- Spanish: La telenovela errante
- Directed by: Raúl Ruiz (1990); Valeria Sarmiento (2017);
- Written by: Raúl Ruiz; Pía Rey;
- Produced by: Raúl Ruiz; Chamila Rodríguez; Leo Kocking; Andrés Racz; Enrique León;
- Starring: Luis Alarcón; Patricia Rivadeneira; Francisco Reyes; Roberto Poblete; Liliana García; Mauricio Pesutic;
- Cinematography: Leo Kocking; Héctor Ríos; Rodrigo Avilés;
- Edited by: Galut Alarcón
- Music by: Jorge Arriagada
- Production company: Poetastros
- Distributed by: Poetastros
- Release date: 10 August 2017 (Locarno);
- Running time: 80 minutes
- Country: Chile
- Language: Spanish
- Box office: $3,624

= The Wandering Soap Opera =

The Wandering Soap Opera (La telenovela errante) is a 2017 Chilean comedy-drama film directed by Raúl Ruiz and Valeria Sarmiento.

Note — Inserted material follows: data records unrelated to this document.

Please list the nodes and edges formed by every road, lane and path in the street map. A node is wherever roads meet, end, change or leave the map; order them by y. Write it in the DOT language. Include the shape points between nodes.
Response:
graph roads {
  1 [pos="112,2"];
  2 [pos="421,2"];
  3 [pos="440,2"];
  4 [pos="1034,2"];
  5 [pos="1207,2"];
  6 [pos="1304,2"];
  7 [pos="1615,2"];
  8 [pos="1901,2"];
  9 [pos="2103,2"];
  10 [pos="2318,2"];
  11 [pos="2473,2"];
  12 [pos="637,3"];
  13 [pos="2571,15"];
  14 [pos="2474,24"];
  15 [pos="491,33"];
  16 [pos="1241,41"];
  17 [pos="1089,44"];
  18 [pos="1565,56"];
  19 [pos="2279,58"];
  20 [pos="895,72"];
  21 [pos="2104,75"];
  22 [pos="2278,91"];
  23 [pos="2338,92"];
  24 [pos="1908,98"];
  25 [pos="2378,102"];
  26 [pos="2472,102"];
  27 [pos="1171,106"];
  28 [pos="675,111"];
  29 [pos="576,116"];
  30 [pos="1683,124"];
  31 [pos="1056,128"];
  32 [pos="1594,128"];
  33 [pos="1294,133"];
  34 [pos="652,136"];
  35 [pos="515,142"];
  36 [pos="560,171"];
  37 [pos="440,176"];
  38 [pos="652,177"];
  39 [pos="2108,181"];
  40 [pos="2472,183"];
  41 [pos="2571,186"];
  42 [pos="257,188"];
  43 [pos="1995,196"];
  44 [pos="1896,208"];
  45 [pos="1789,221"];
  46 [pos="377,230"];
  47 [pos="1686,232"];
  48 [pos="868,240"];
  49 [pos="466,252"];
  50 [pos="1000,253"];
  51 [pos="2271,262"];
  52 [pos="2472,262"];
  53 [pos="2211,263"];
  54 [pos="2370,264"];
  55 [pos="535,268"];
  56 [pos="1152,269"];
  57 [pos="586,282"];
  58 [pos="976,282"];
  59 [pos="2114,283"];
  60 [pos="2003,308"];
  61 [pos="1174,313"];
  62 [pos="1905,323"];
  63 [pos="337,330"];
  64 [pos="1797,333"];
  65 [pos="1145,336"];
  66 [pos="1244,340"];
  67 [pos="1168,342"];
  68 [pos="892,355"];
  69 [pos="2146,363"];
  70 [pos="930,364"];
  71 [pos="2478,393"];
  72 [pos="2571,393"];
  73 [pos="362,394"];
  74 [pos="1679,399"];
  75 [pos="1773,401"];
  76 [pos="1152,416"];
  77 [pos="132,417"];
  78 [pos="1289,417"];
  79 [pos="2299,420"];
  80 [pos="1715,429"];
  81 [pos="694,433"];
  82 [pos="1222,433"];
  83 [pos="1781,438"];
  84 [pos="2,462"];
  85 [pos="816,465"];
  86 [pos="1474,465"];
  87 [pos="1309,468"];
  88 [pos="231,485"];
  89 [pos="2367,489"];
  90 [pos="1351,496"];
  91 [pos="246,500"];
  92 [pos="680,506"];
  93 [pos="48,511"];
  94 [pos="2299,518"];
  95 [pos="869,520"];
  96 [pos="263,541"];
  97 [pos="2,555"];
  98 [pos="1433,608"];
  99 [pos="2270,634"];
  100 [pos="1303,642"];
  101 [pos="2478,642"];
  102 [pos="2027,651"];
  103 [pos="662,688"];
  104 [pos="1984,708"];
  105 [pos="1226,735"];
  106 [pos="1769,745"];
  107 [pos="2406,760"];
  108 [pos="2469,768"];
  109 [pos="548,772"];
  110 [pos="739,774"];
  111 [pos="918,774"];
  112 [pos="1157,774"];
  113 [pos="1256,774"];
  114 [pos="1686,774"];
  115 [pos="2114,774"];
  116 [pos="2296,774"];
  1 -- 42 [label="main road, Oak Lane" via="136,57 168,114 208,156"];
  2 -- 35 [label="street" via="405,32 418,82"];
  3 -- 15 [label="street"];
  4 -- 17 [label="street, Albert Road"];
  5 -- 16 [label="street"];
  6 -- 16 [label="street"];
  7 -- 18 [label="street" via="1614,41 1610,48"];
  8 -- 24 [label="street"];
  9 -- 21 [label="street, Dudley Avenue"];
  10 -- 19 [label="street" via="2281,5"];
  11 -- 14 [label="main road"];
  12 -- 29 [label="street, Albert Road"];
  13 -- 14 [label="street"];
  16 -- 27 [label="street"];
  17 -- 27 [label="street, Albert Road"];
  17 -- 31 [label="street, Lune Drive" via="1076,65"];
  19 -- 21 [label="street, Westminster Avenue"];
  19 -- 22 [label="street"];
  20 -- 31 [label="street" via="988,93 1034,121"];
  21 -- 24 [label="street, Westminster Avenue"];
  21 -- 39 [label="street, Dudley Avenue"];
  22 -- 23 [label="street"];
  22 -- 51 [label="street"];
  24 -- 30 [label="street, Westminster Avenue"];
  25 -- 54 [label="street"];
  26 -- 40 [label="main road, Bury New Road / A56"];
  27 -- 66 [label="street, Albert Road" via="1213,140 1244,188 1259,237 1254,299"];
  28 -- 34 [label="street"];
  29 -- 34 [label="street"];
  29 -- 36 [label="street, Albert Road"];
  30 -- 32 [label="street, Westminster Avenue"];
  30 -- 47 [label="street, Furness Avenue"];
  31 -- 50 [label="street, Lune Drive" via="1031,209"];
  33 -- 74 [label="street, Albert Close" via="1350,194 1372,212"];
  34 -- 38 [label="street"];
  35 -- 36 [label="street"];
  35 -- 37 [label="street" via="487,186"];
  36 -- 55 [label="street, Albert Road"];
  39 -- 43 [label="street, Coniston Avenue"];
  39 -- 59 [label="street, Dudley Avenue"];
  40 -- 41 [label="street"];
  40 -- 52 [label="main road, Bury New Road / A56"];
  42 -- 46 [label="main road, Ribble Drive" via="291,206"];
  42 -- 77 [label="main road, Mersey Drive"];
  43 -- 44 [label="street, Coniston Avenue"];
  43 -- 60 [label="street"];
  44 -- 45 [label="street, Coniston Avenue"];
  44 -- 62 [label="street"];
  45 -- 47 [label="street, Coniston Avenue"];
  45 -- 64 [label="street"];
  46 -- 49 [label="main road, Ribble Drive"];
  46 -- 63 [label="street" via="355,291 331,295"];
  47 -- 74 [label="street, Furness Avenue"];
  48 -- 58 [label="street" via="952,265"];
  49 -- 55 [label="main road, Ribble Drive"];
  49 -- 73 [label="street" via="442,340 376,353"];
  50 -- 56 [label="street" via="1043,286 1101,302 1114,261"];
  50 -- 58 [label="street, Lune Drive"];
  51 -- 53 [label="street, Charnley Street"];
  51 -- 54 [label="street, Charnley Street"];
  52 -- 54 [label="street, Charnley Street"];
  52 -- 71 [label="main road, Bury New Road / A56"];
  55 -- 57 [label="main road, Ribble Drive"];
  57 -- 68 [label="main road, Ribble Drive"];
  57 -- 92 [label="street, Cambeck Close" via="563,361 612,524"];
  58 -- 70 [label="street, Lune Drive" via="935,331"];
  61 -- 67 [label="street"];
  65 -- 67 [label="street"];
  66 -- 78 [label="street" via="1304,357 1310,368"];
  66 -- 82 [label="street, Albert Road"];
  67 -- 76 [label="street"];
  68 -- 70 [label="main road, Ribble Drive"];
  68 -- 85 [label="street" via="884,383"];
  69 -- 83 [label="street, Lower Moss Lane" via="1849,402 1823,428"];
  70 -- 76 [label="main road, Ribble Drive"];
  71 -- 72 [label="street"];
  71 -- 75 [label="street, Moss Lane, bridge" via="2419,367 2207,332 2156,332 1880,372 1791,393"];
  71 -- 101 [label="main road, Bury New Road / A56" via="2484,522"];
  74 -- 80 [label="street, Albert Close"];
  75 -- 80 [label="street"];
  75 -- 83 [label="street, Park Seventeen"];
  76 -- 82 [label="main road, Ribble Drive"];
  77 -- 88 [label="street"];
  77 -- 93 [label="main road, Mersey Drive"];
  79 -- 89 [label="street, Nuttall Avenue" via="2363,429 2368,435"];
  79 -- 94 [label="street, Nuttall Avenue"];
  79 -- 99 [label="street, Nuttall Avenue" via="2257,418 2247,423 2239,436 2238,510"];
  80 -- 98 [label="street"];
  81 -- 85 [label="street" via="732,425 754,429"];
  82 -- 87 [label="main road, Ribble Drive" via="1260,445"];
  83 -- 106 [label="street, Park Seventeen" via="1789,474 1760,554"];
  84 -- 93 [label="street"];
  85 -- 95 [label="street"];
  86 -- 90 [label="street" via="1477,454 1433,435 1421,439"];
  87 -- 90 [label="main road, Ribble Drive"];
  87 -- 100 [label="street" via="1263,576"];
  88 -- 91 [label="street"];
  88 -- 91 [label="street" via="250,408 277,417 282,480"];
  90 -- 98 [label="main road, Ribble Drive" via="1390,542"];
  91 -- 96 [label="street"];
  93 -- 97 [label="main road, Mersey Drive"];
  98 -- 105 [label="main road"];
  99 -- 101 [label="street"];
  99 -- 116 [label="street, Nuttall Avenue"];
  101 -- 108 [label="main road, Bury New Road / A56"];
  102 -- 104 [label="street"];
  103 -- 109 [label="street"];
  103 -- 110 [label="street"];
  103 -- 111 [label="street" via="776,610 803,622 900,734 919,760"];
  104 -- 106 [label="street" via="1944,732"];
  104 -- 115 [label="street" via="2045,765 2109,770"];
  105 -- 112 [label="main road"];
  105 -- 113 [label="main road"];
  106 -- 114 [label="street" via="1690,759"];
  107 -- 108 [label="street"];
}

Ruiz directed the film in 1990 and Sarmiento supervised the editing in 2017.

==Summary==
In seven chapters, Chilean reality is portrayed as a surreal collection of soap operas that overlap with one another.

==Cast==
- Luis Alarcón
- Patricia Rivadeneira
- Francisco Reyes
- Roberto Poblete
- Liliana García
- Mauricio Pesutic

==Production==
The Wandering Soap Opera was originally filmed by Raúl Ruiz in 1990, but was unfinished. In 2017, Ruiz's widow, Valeria Sarmiento, completed the film. The film was shot in Super 16 mm film.

==Release==
The film debuted at the Locarno Festival in 2017, and later premiered in the United States at the Film Society of Lincoln Center. The Cinema Guild distributed the film in North America.